YOUR ASSIGNMENT |
Across the following data, how many lines include the string "Московская"? Reply with the number and nothing more.

[Saved data entries]
******************************
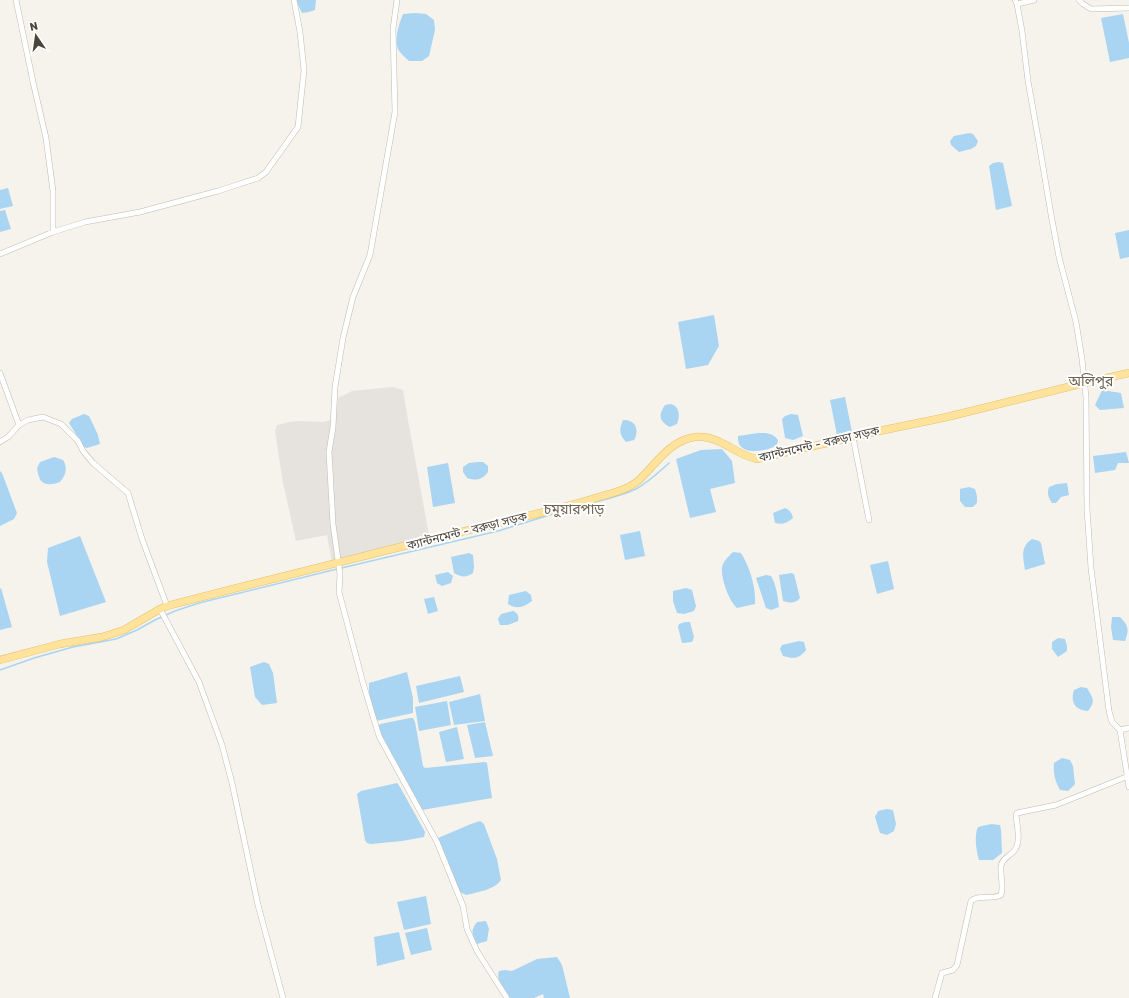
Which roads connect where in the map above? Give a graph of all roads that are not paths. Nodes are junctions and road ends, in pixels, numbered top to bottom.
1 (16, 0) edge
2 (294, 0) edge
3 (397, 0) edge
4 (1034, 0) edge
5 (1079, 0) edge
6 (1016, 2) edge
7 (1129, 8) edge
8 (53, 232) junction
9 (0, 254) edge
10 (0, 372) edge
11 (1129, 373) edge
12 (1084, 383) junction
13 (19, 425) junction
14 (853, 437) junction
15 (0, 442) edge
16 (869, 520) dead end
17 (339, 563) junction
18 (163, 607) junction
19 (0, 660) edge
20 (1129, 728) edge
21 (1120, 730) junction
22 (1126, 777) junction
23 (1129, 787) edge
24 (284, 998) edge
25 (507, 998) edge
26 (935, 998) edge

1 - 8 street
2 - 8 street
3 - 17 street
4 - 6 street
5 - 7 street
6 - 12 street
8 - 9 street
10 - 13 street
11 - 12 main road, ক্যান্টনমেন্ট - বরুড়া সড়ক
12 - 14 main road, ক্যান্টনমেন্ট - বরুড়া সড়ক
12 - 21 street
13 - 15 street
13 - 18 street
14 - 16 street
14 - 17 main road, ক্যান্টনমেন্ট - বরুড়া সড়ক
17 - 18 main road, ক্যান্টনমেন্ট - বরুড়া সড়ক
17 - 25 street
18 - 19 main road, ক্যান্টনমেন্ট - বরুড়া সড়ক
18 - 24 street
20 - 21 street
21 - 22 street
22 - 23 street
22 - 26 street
******************************
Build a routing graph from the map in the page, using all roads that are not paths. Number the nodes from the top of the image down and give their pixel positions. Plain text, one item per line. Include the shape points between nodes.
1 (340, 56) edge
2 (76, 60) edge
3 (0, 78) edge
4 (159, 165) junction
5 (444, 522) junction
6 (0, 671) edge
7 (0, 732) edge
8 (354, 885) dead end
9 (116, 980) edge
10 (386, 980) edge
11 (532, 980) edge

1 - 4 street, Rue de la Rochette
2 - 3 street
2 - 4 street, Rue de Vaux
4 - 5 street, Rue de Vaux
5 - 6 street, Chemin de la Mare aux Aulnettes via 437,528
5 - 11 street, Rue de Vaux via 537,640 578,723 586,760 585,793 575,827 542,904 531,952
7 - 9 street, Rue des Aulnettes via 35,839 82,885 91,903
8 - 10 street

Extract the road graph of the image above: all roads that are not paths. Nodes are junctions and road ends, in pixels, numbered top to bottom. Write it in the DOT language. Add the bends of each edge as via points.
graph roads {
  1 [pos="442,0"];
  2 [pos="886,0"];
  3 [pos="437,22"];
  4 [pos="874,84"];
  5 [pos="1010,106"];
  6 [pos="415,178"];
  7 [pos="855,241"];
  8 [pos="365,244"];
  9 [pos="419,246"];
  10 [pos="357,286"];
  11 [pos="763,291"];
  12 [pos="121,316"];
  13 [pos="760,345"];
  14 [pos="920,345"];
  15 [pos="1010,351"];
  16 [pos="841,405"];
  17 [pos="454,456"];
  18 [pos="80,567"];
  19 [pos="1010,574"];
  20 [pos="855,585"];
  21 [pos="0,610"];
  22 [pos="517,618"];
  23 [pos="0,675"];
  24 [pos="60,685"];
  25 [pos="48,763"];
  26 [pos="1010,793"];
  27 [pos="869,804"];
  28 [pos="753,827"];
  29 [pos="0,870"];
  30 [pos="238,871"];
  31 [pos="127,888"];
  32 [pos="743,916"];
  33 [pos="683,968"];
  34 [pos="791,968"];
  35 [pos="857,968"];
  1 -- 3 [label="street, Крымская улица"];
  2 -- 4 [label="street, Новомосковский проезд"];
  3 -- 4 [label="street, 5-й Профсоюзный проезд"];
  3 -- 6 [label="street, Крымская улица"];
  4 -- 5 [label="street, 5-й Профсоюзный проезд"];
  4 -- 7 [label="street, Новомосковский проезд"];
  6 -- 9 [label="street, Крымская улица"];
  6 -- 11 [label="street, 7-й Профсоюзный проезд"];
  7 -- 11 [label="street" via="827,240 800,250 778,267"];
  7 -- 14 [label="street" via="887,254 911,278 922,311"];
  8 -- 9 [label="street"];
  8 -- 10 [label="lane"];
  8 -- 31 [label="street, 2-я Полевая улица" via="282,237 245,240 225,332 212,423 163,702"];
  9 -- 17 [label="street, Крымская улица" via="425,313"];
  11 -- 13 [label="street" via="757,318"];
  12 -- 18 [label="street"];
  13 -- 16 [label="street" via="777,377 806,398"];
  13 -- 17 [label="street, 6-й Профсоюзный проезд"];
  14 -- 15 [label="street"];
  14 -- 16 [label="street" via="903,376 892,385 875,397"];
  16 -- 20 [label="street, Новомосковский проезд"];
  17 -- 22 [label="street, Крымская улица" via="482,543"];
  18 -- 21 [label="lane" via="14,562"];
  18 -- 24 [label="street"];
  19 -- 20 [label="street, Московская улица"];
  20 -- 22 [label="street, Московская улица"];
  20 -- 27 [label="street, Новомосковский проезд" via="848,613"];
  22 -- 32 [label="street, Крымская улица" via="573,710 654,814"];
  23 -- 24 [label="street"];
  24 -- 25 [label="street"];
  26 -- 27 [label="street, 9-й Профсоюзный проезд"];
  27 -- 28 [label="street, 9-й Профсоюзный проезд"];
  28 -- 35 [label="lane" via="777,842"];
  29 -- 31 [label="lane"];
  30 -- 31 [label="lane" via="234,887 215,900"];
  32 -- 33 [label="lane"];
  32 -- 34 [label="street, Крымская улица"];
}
******************************
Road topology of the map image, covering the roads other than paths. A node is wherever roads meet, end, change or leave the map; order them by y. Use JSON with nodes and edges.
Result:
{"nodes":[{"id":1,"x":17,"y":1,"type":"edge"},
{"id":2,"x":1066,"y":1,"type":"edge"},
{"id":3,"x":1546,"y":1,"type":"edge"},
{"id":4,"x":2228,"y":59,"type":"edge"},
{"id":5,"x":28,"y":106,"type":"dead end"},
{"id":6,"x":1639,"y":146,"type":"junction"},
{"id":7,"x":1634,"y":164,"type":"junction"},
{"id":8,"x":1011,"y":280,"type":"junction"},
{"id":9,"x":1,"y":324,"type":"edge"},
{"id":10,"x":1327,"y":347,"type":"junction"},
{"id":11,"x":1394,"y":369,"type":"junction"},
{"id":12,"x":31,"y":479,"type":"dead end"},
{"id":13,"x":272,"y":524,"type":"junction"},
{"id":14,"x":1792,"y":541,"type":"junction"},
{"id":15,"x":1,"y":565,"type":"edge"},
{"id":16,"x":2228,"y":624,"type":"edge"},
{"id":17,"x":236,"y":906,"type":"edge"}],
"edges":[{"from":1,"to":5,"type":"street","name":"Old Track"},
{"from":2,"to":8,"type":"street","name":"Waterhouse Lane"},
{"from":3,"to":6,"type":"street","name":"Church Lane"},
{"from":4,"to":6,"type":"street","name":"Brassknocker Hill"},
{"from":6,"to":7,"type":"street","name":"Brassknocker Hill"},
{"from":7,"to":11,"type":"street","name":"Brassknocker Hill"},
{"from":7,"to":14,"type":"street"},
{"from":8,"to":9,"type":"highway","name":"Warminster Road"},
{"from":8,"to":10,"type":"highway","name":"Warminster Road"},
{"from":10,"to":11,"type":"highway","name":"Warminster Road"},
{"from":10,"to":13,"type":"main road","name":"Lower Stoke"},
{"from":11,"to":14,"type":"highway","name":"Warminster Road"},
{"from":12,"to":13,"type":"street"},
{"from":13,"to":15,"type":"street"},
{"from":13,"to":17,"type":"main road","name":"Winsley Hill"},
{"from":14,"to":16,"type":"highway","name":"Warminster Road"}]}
******************************
TASK OUTPUT |
2